**ASSIGNMENT**
From the data below, return each line in which the string "down" is found.

**AVAILABLE DATA**
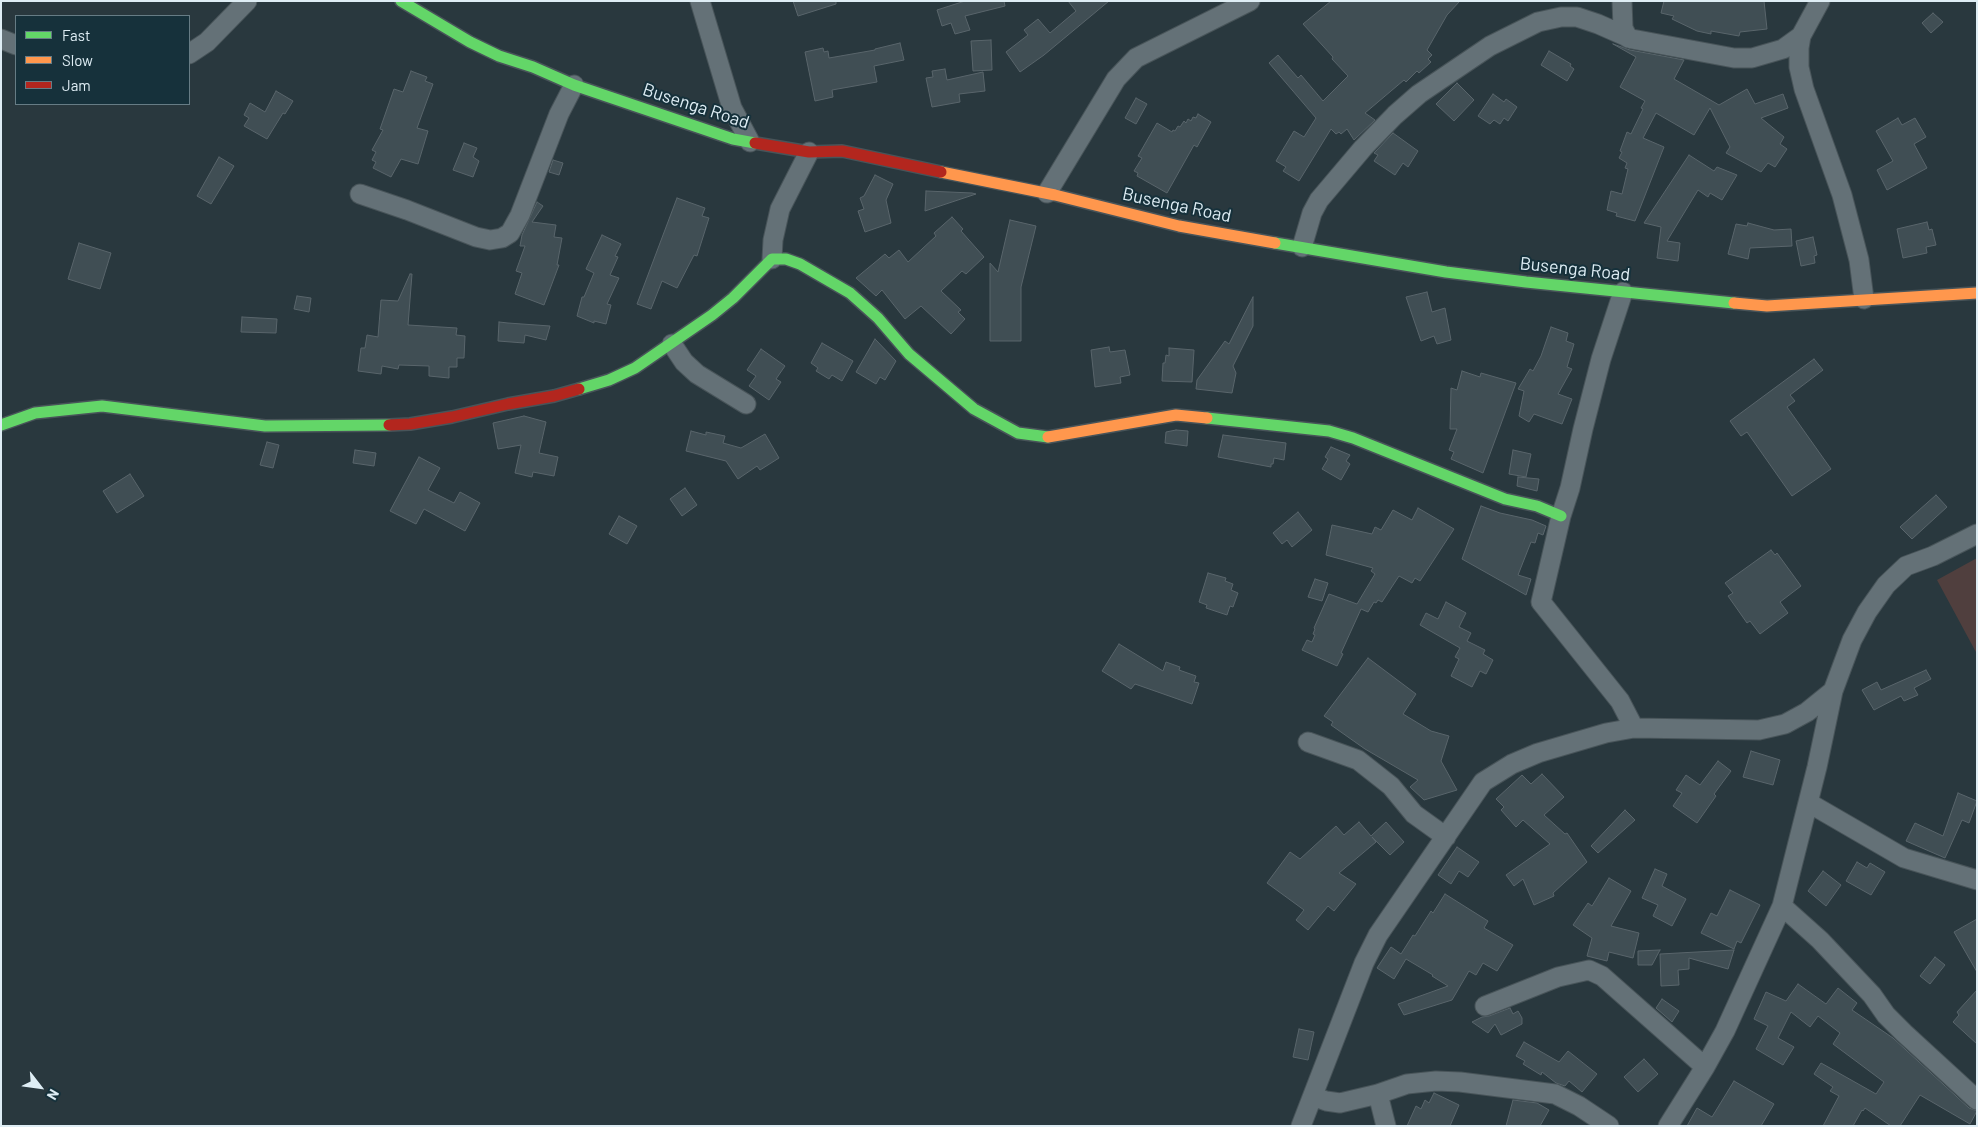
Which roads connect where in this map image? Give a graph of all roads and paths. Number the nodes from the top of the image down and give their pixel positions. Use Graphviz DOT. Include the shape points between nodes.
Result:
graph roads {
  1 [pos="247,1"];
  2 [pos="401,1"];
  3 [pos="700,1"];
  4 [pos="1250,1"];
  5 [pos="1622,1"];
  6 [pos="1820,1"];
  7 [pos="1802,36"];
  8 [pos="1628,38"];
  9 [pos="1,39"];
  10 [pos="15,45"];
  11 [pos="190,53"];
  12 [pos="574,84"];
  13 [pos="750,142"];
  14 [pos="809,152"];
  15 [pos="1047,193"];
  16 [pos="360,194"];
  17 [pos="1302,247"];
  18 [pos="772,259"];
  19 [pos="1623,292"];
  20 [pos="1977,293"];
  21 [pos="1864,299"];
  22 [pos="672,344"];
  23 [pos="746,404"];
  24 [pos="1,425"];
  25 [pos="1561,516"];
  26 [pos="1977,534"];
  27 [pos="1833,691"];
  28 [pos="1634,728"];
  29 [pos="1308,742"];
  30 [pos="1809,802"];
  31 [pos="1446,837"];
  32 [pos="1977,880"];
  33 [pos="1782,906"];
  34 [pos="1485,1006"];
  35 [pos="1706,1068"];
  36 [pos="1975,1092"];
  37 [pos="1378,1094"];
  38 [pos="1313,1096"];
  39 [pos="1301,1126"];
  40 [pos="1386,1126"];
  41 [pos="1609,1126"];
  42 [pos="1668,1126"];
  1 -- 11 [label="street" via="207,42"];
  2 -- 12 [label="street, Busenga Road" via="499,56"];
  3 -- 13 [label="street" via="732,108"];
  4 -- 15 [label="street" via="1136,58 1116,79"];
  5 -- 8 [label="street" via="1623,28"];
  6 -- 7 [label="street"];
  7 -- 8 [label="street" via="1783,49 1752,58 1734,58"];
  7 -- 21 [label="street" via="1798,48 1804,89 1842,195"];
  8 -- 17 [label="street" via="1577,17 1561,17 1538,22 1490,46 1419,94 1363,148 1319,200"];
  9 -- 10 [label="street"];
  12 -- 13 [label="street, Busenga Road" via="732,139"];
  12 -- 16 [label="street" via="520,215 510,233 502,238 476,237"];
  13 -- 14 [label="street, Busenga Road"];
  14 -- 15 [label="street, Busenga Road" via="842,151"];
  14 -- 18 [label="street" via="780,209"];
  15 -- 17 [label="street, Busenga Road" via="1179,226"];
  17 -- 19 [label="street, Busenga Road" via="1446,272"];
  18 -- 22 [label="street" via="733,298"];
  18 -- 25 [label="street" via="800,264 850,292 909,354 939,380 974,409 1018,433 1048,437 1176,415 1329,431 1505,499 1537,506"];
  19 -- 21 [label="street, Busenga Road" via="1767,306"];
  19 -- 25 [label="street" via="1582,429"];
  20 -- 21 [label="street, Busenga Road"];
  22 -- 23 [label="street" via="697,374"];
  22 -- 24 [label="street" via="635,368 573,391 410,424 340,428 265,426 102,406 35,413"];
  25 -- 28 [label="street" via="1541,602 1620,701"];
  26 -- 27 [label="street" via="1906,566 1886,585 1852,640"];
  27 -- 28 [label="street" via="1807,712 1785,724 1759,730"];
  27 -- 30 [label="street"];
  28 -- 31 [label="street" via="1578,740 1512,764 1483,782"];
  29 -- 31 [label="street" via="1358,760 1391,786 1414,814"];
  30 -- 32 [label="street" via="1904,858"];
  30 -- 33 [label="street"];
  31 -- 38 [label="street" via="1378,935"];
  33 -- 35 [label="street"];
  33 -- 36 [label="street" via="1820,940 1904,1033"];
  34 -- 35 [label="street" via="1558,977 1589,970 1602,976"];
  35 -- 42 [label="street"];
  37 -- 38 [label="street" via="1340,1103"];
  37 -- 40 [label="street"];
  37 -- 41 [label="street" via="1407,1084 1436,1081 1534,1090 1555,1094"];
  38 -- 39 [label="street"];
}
* * *
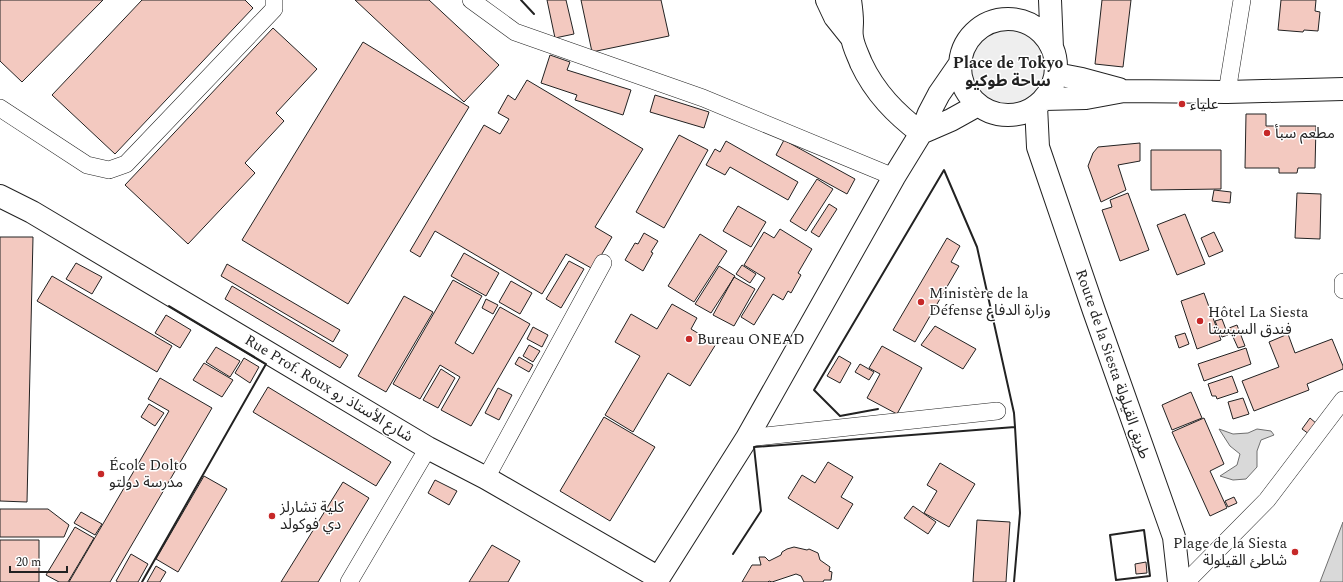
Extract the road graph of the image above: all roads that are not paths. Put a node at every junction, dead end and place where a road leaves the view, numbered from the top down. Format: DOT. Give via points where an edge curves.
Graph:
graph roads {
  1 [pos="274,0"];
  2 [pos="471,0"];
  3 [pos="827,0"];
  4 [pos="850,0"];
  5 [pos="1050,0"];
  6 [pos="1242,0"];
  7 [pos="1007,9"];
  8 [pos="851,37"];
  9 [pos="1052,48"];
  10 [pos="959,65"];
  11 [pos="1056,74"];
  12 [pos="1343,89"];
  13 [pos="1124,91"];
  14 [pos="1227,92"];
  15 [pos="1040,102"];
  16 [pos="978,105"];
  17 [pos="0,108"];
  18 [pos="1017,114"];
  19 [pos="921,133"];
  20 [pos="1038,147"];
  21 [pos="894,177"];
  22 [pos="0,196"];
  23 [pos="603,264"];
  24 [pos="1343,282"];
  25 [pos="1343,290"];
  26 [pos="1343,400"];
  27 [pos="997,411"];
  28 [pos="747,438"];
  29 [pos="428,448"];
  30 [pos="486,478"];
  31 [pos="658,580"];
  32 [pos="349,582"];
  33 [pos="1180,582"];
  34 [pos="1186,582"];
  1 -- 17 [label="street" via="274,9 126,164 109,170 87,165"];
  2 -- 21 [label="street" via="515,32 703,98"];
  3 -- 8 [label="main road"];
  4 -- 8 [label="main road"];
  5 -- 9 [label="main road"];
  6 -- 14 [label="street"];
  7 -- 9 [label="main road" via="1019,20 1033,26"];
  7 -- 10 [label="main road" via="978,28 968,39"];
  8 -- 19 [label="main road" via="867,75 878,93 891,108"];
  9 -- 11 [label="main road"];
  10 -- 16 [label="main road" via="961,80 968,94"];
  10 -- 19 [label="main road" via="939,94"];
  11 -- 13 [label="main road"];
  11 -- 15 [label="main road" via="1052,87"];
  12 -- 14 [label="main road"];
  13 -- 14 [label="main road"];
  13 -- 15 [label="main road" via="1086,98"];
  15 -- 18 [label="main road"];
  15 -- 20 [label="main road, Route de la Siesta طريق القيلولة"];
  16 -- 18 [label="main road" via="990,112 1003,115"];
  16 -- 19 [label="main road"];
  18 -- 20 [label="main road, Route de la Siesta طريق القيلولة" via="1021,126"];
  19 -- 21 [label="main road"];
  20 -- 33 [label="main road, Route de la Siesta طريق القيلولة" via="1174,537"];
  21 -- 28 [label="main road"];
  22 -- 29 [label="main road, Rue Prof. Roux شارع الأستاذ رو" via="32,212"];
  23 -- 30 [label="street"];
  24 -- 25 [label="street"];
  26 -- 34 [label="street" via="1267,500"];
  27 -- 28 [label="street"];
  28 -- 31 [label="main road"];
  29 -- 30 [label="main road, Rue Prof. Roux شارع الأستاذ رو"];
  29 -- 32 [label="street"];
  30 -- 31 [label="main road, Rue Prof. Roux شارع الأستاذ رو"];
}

**SOLUTION TO THIS EXERCISE**
Which roads connect where in this map image? Give a graph of all roads and paths. Number the nodes from the top of the image down and give their pixel positions. Use Graphviz DOT. Include the shape points between nodes.
Extract the road graph of the image above: all roads that are not paths. Put a node at every junction, dead end and place where a road leaves the view, numbered from the top down. Format: DOT. Give via points where an edge curves.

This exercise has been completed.